Economic Letter: The Economic Impact of Yield Curve Compression
21 November 2019
Press Release
- Paper examines the effects of conventional and unconventional monetary policies on financial and macroeconomic variables using euro area data.
- Both conventional and unconventional expansionary monetary policies raise the level of industrial production, reduce unemployment, and raise the price level.
- However, the paper shows that the effects of unconventional monetary policy shocks are larger in magnitude for all three variables, and the paper also provides up-to-date conditional forecasts of the euro area economy under different policy actions by the ECB.
An Economic Letter (PDF 1.21MB) written by Central Bank of Ireland economist Robert Goodhead published today examines the effects of conventional and unconventional monetary policies on financial and macroeconomic variables using euro area data. Conventional and unconventional monetary policies are separated in a general way through their effects on the yield curve.
During the period following the 2007-08 global financial crisis, the ECB and many other developed economy central banks turned to unconventional monetary policies to achieve their macroeconomic stabilisation goals. These central banks faced the problem of a lower bound on interest rates, meaning they could not cut their policy rates to low enough levels to respond effectively to negative developments in the economic cycle. In response to these constraints, central banks have turned to unconventional monetary policies; the Asset Purchase Programme (APP) of the ECB being an example.

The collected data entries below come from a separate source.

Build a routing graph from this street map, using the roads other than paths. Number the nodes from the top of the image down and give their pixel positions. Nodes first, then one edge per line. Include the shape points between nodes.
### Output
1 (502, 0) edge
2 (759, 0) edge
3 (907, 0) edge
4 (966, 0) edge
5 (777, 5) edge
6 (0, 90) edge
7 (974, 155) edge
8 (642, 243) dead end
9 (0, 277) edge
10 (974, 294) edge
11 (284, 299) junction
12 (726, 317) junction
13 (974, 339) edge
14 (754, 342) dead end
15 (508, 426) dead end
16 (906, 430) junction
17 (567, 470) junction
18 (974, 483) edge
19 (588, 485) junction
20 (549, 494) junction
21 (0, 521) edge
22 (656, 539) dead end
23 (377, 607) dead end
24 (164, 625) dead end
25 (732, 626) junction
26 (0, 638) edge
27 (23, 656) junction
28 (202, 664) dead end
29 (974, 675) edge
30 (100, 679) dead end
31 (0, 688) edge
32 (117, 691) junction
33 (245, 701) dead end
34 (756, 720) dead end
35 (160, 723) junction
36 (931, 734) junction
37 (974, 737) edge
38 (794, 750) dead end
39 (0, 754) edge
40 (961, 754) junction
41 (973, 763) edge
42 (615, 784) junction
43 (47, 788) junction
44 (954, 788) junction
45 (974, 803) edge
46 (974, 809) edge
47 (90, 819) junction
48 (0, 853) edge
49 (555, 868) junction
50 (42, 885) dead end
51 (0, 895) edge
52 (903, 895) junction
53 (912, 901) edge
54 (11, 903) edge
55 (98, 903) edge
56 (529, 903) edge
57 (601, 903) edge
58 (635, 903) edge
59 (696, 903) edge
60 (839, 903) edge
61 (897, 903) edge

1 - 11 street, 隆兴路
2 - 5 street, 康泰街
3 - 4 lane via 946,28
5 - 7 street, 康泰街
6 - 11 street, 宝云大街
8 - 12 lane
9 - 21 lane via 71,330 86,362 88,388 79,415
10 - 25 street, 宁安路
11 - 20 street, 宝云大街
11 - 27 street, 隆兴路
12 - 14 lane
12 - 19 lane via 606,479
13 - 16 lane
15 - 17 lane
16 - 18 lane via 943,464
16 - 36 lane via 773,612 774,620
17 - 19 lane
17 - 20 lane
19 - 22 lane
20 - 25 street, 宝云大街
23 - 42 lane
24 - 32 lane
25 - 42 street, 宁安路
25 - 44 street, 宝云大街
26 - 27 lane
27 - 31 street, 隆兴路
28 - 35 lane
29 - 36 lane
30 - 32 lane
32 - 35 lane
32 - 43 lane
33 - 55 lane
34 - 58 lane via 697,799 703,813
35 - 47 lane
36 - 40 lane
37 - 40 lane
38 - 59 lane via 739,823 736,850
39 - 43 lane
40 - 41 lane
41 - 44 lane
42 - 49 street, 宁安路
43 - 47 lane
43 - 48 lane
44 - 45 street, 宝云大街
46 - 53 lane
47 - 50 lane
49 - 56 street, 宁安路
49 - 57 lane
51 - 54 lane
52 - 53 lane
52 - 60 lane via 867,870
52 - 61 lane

With respect to the macro-economic variables, the research finds that both conventional and unconventional monetary policy shocks raise the level of industrial production, reduce the unemployment rate, and raise the price level in ways consistent with theory, though the responses for the activity variables to conventional monetary policy are not significant.
However, the effects of unconventional monetary policy shocks are larger in magnitude for all three variables. The paper also finds that unconventional monetary policy shocks have an effect on the price level with a greater delay relative to conventional monetary policy shocks, and peak at around two years after the shock.